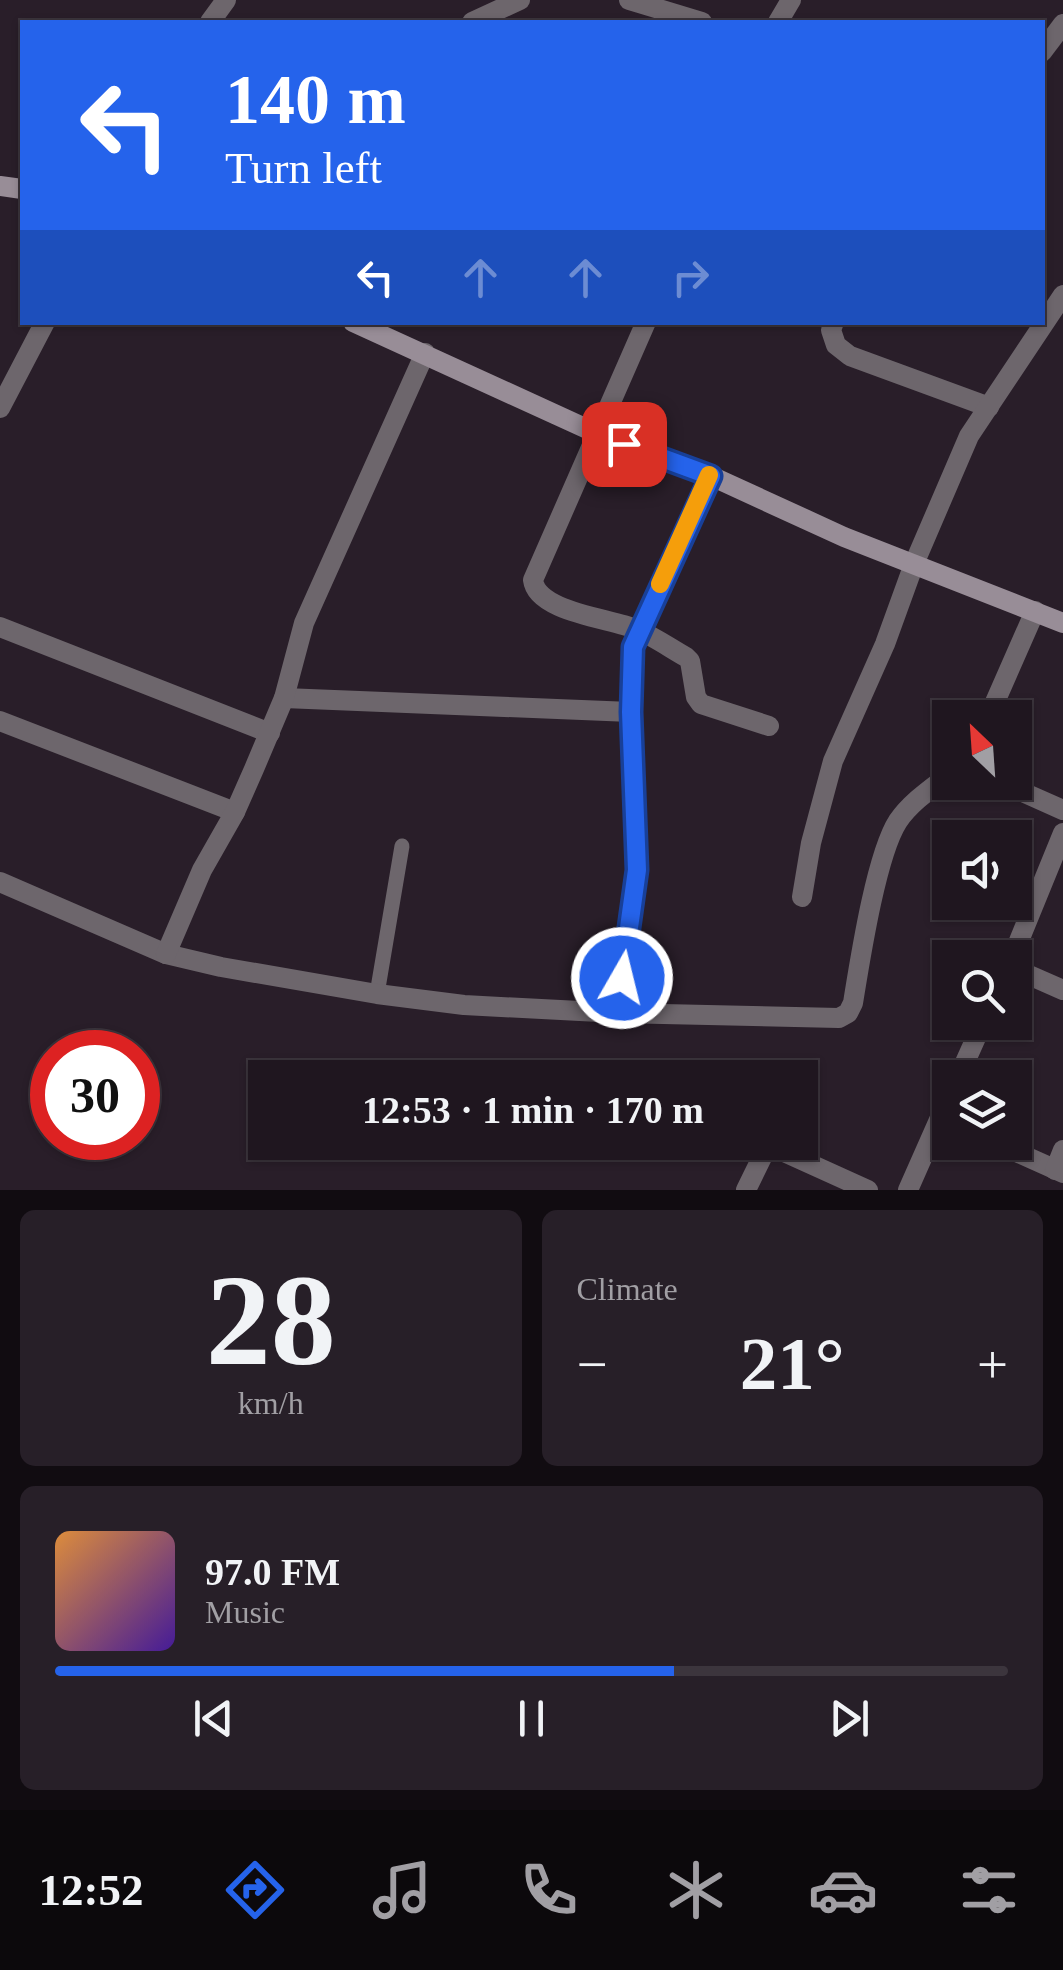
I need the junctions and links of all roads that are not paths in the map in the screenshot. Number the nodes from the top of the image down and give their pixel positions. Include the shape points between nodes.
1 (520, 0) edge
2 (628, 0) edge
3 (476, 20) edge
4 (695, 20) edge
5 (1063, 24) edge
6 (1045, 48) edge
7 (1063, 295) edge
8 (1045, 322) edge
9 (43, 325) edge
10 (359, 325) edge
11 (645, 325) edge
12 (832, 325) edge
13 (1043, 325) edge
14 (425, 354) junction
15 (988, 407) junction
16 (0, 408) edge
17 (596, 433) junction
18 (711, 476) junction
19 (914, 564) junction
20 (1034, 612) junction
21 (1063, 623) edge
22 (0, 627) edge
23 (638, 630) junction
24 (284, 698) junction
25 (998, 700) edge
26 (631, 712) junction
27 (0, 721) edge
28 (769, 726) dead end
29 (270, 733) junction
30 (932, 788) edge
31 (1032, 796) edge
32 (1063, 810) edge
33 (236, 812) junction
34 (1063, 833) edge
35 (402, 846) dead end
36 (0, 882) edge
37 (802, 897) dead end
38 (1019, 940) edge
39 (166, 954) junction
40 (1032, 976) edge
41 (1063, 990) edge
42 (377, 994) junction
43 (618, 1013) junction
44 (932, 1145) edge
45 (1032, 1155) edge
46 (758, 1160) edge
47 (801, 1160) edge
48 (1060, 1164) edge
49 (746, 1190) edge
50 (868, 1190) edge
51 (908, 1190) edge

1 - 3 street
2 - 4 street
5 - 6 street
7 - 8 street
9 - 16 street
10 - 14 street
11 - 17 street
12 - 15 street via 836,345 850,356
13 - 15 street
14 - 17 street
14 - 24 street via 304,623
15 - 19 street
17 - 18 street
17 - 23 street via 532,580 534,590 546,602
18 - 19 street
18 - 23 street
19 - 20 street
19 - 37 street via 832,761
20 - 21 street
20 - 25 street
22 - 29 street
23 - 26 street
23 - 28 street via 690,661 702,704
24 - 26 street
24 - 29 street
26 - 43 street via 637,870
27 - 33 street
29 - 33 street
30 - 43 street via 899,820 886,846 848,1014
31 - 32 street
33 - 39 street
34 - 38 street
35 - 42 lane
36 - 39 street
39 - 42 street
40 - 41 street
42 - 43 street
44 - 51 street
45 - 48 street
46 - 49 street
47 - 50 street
■ ■ ■
● REQUIREMENT
Exclude every picture and copy the remaining data exactly.

● OUTPUT FOR THIS TASK
I need the junctions and links of all roads that are not paths in the map in the screenshot. Number the nodes from the top of the image down and give their pixel positions. Include the shape points between nodes.
1 (520, 0) edge
2 (628, 0) edge
3 (476, 20) edge
4 (695, 20) edge
5 (1063, 24) edge
6 (1045, 48) edge
7 (1063, 295) edge
8 (1045, 322) edge
9 (43, 325) edge
10 (359, 325) edge
11 (645, 325) edge
12 (832, 325) edge
13 (1043, 325) edge
14 (425, 354) junction
15 (988, 407) junction
16 (0, 408) edge
17 (596, 433) junction
18 (711, 476) junction
19 (914, 564) junction
20 (1034, 612) junction
21 (1063, 623) edge
22 (0, 627) edge
23 (638, 630) junction
24 (284, 698) junction
25 (998, 700) edge
26 (631, 712) junction
27 (0, 721) edge
28 (769, 726) dead end
29 (270, 733) junction
30 (932, 788) edge
31 (1032, 796) edge
32 (1063, 810) edge
33 (236, 812) junction
34 (1063, 833) edge
35 (402, 846) dead end
36 (0, 882) edge
37 (802, 897) dead end
38 (1019, 940) edge
39 (166, 954) junction
40 (1032, 976) edge
41 (1063, 990) edge
42 (377, 994) junction
43 (618, 1013) junction
44 (932, 1145) edge
45 (1032, 1155) edge
46 (758, 1160) edge
47 (801, 1160) edge
48 (1060, 1164) edge
49 (746, 1190) edge
50 (868, 1190) edge
51 (908, 1190) edge

1 - 3 street
2 - 4 street
5 - 6 street
7 - 8 street
9 - 16 street
10 - 14 street
11 - 17 street
12 - 15 street via 836,345 850,356
13 - 15 street
14 - 17 street
14 - 24 street via 304,623
15 - 19 street
17 - 18 street
17 - 23 street via 532,580 534,590 546,602
18 - 19 street
18 - 23 street
19 - 20 street
19 - 37 street via 832,761
20 - 21 street
20 - 25 street
22 - 29 street
23 - 26 street
23 - 28 street via 690,661 702,704
24 - 26 street
24 - 29 street
26 - 43 street via 637,870
27 - 33 street
29 - 33 street
30 - 43 street via 899,820 886,846 848,1014
31 - 32 street
33 - 39 street
34 - 38 street
35 - 42 lane
36 - 39 street
39 - 42 street
40 - 41 street
42 - 43 street
44 - 51 street
45 - 48 street
46 - 49 street
47 - 50 street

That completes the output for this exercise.